Re: hashed waitqueues

William Lee Irwin III (wli@holomorphy.com)
Tue, 8 Jan 2002 10:20:37 -0800


On January 5, 2002 02:39 am, William Lee Irwin III wrote:
>>> 2 or 3 shift/adds is really not possible, the population counts of the
>>> primes in those ranges tends to be high, much to my chagrin.

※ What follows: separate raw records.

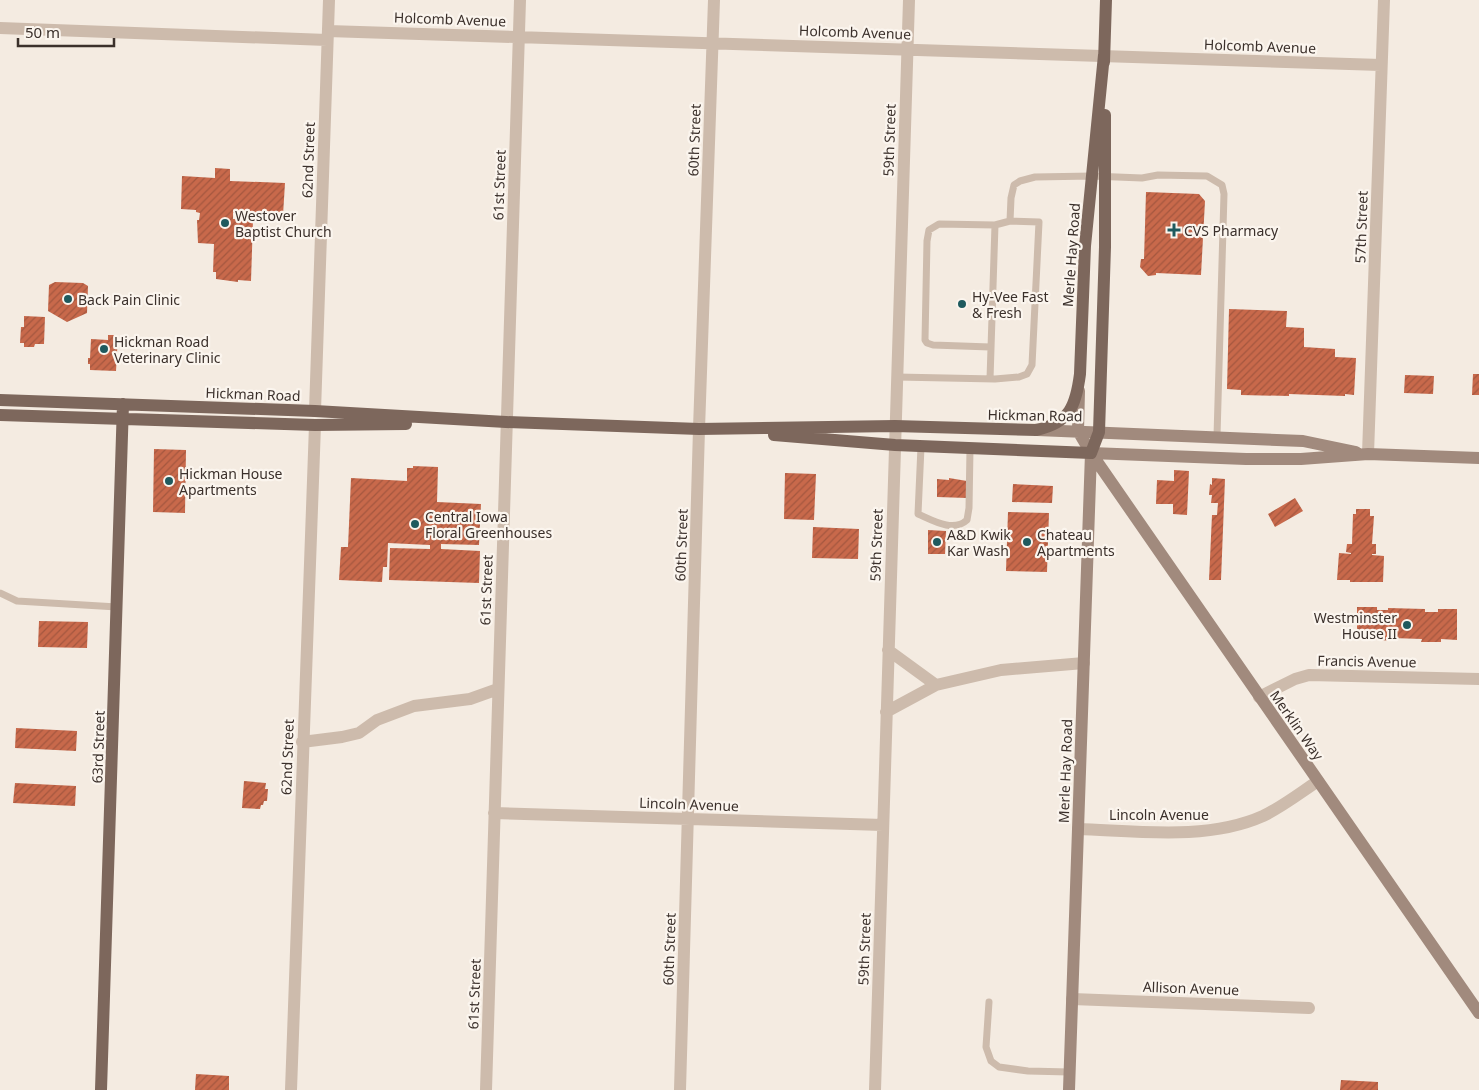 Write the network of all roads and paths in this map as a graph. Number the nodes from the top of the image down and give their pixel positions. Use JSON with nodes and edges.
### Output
{"nodes":[{"id":1,"x":329,"y":0,"type":"edge"},
{"id":2,"x":520,"y":0,"type":"edge"},
{"id":3,"x":714,"y":0,"type":"edge"},
{"id":4,"x":908,"y":0,"type":"edge"},
{"id":5,"x":1106,"y":0,"type":"edge"},
{"id":6,"x":1384,"y":0,"type":"edge"},
{"id":7,"x":0,"y":28,"type":"edge"},
{"id":8,"x":327,"y":35,"type":"junction"},
{"id":9,"x":519,"y":36,"type":"junction"},
{"id":10,"x":713,"y":42,"type":"junction"},
{"id":11,"x":907,"y":48,"type":"junction"},
{"id":12,"x":1104,"y":55,"type":"junction"},
{"id":13,"x":1381,"y":65,"type":"junction"},
{"id":14,"x":1092,"y":176,"type":"junction"},
{"id":15,"x":1106,"y":176,"type":"junction"},
{"id":16,"x":1010,"y":221,"type":"junction"},
{"id":17,"x":995,"y":225,"type":"junction"},
{"id":18,"x":990,"y":347,"type":"junction"},
{"id":19,"x":1080,"y":374,"type":"junction"},
{"id":20,"x":897,"y":377,"type":"junction"},
{"id":21,"x":990,"y":379,"type":"junction"},
{"id":22,"x":0,"y":400,"type":"edge"},
{"id":23,"x":123,"y":404,"type":"junction"},
{"id":24,"x":315,"y":411,"type":"junction"},
{"id":25,"x":0,"y":414,"type":"edge"},
{"id":26,"x":123,"y":419,"type":"junction"},
{"id":27,"x":506,"y":422,"type":"junction"},
{"id":28,"x":314,"y":426,"type":"junction"},
{"id":29,"x":895,"y":426,"type":"junction"},
{"id":30,"x":699,"y":429,"type":"junction"},
{"id":31,"x":1036,"y":430,"type":"junction"},
{"id":32,"x":1078,"y":431,"type":"junction"},
{"id":33,"x":1099,"y":432,"type":"junction"},
{"id":34,"x":1217,"y":436,"type":"junction"},
{"id":35,"x":895,"y":445,"type":"junction"},
{"id":36,"x":921,"y":447,"type":"junction"},
{"id":37,"x":970,"y":449,"type":"junction"},
{"id":38,"x":1091,"y":453,"type":"junction"},
{"id":39,"x":1368,"y":454,"type":"junction"},
{"id":40,"x":1479,"y":458,"type":"edge"},
{"id":41,"x":0,"y":593,"type":"edge"},
{"id":42,"x":117,"y":607,"type":"junction"},
{"id":43,"x":888,"y":650,"type":"junction"},
{"id":44,"x":1084,"y":663,"type":"junction"},
{"id":45,"x":1479,"y":679,"type":"edge"},
{"id":46,"x":936,"y":685,"type":"junction"},
{"id":47,"x":498,"y":689,"type":"junction"},
{"id":48,"x":1259,"y":697,"type":"junction"},
{"id":49,"x":886,"y":712,"type":"junction"},
{"id":50,"x":302,"y":742,"type":"junction"},
{"id":51,"x":1318,"y":781,"type":"junction"},
{"id":52,"x":494,"y":813,"type":"junction"},
{"id":53,"x":688,"y":819,"type":"junction"},
{"id":54,"x":883,"y":825,"type":"junction"},
{"id":55,"x":1078,"y":829,"type":"junction"},
{"id":56,"x":1072,"y":999,"type":"junction"},
{"id":57,"x":989,"y":1002,"type":"dead end"},
{"id":58,"x":1309,"y":1008,"type":"dead end"},
{"id":59,"x":1479,"y":1013,"type":"edge"},
{"id":60,"x":1069,"y":1072,"type":"junction"},
{"id":61,"x":101,"y":1090,"type":"edge"},
{"id":62,"x":291,"y":1090,"type":"edge"},
{"id":63,"x":486,"y":1090,"type":"edge"},
{"id":64,"x":680,"y":1090,"type":"edge"},
{"id":65,"x":875,"y":1090,"type":"edge"},
{"id":66,"x":1069,"y":1090,"type":"edge"}],
"edges":[{"from":1,"to":8,"type":"street","name":"62nd Street"},
{"from":2,"to":9,"type":"street","name":"61st Street"},
{"from":3,"to":10,"type":"street","name":"60th Street"},
{"from":4,"to":11,"type":"street","name":"59th Street"},
{"from":5,"to":12,"type":"main road","name":"Merle Hay Road"},
{"from":6,"to":13,"type":"street","name":"57th Street"},
{"from":7,"to":8,"type":"street","name":"Holcomb Avenue"},
{"from":8,"to":9,"type":"street","name":"Holcomb Avenue"},
{"from":8,"to":24,"type":"street","name":"62nd Street"},
{"from":9,"to":10,"type":"street","name":"Holcomb Avenue"},
{"from":9,"to":27,"type":"street","name":"61st Street"},
{"from":10,"to":11,"type":"street","name":"Holcomb Avenue"},
{"from":10,"to":30,"type":"street","name":"60th Street"},
{"from":11,"to":12,"type":"street","name":"Holcomb Avenue"},
{"from":11,"to":20,"type":"street","name":"59th Street"},
{"from":12,"to":13,"type":"street","name":"Holcomb Avenue"},
{"from":12,"to":14,"type":"main road","name":"Merle Hay Road"},
{"from":12,"to":15,"type":"main road","name":"Merle Hay Road"},
{"from":13,"to":39,"type":"street","name":"57th Street"},
{"from":14,"to":15,"type":"lane"},
{"from":14,"to":16,"type":"lane"},
{"from":14,"to":19,"type":"main road","name":"Merle Hay Road"},
{"from":15,"to":33,"type":"main road","name":"Merle Hay Road"},
{"from":15,"to":34,"type":"lane"},
{"from":16,"to":17,"type":"lane"},
{"from":16,"to":21,"type":"lane"},
{"from":17,"to":18,"type":"lane"},
{"from":17,"to":18,"type":"lane"},
{"from":18,"to":21,"type":"lane"},
{"from":19,"to":31,"type":"main road"},
{"from":19,"to":32,"type":"main road","name":"Merle Hay Road"},
{"from":20,"to":21,"type":"lane"},
{"from":20,"to":29,"type":"street","name":"59th Street"},
{"from":22,"to":23,"type":"main road","name":"Hickman Road"},
{"from":23,"to":24,"type":"main road","name":"Hickman Road"},
{"from":23,"to":26,"type":"main road","name":"63rd Street"},
{"from":24,"to":27,"type":"main road","name":"Hickman Road"},
{"from":25,"to":26,"type":"main road","name":"Hickman Road"},
{"from":26,"to":28,"type":"main road","name":"Hickman Road"},
{"from":26,"to":42,"type":"main road","name":"63rd Street"},
{"from":27,"to":28,"type":"main road","name":"Hickman Road"},
{"from":27,"to":30,"type":"main road","name":"Hickman Road"},
{"from":27,"to":47,"type":"street","name":"61st Street"},
{"from":28,"to":50,"type":"street","name":"62nd Street"},
{"from":29,"to":30,"type":"main road","name":"Hickman Road"},
{"from":29,"to":31,"type":"main road","name":"Hickman Road"},
{"from":29,"to":35,"type":"street","name":"59th Street"},
{"from":30,"to":35,"type":"main road","name":"Hickman Road"},
{"from":30,"to":53,"type":"street","name":"60th Street"},
{"from":31,"to":32,"type":"main road","name":"Hickman Road"},
{"from":32,"to":33,"type":"main road","name":"Hickman Road"},
{"from":32,"to":38,"type":"main road"},
{"from":33,"to":34,"type":"main road","name":"Hickman Road"},
{"from":33,"to":38,"type":"main road","name":"Merle Hay Road"},
{"from":34,"to":39,"type":"main road","name":"Hickman Road"},
{"from":35,"to":36,"type":"main road","name":"Hickman Road"},
{"from":35,"to":43,"type":"street","name":"59th Street"},
{"from":36,"to":37,"type":"main road","name":"Hickman Road"},
{"from":36,"to":37,"type":"lane"},
{"from":37,"to":38,"type":"main road","name":"Hickman Road"},
{"from":38,"to":39,"type":"main road","name":"Hickman Road"},
{"from":38,"to":44,"type":"main road","name":"Merle Hay Road"},
{"from":38,"to":48,"type":"main road","name":"Merklin Way"},
{"from":39,"to":40,"type":"main road","name":"Hickman Road"},
{"from":41,"to":42,"type":"lane"},
{"from":42,"to":61,"type":"main road","name":"63rd Street"},
{"from":43,"to":46,"type":"street"},
{"from":43,"to":49,"type":"street","name":"59th Street"},
{"from":44,"to":46,"type":"street"},
{"from":44,"to":55,"type":"main road","name":"Merle Hay Road"},
{"from":45,"to":48,"type":"street","name":"Francis Avenue"},
{"from":46,"to":49,"type":"street"},
{"from":47,"to":50,"type":"street"},
{"from":47,"to":52,"type":"street","name":"61st Street"},
{"from":48,"to":51,"type":"main road","name":"Merklin Way"},
{"from":49,"to":54,"type":"street","name":"59th Street"},
{"from":50,"to":62,"type":"street","name":"62nd Street"},
{"from":51,"to":55,"type":"street","name":"Lincoln Avenue"},
{"from":51,"to":59,"type":"main road","name":"Merklin Way"},
{"from":52,"to":53,"type":"street","name":"Lincoln Avenue"},
{"from":52,"to":63,"type":"street","name":"61st Street"},
{"from":53,"to":54,"type":"street","name":"Lincoln Avenue"},
{"from":53,"to":64,"type":"street","name":"60th Street"},
{"from":54,"to":65,"type":"street","name":"59th Street"},
{"from":55,"to":56,"type":"main road","name":"Merle Hay Road"},
{"from":56,"to":58,"type":"street","name":"Allison Avenue"},
{"from":56,"to":60,"type":"main road","name":"Merle Hay Road"},
{"from":57,"to":60,"type":"lane"},
{"from":60,"to":66,"type":"main road","name":"Merle Hay Road"}]}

On Sat, Jan 05, 2002 at 03:44:06AM +0100, Daniel Phillips wrote:
>> It doesn't really have to be a prime, being relatively prime is also
>> good, i.e., not too many or too small factors. Surely there's a multiplier
>> in the right range with just two prime factors that can be computed with 3
>> shift-adds.

The (theoretically) best 64-bit prime with 5 high bits I found is:

11673330234145374209 == 0xa200000000100001
which has continued fraction of p/2^64
= 0,1,1,1,2,1,1,1,1,1,1,1073740799,2,1,1,1,1,6,1,1,5,1023,1,4,1,1,3,3

and the (theoretically) best 64-bit prime with 4 high bits I found is:
11529215046068994049 == 0xa000000000080001
which has continued fraction of p/2^64
= 0,1,1,1,2,549754765313,1,1,1,1,1,4095,2,1,1,1,1,2,1,2

(the continued fractions terminate after the points given here)

Which of the two would be better should depend on whether the penalty
against the distribution for the sixth term of the 4-bit prime is worse
than the computational expense of the extra shift/add for the 5-bit prime.

I need to start benching this stuff.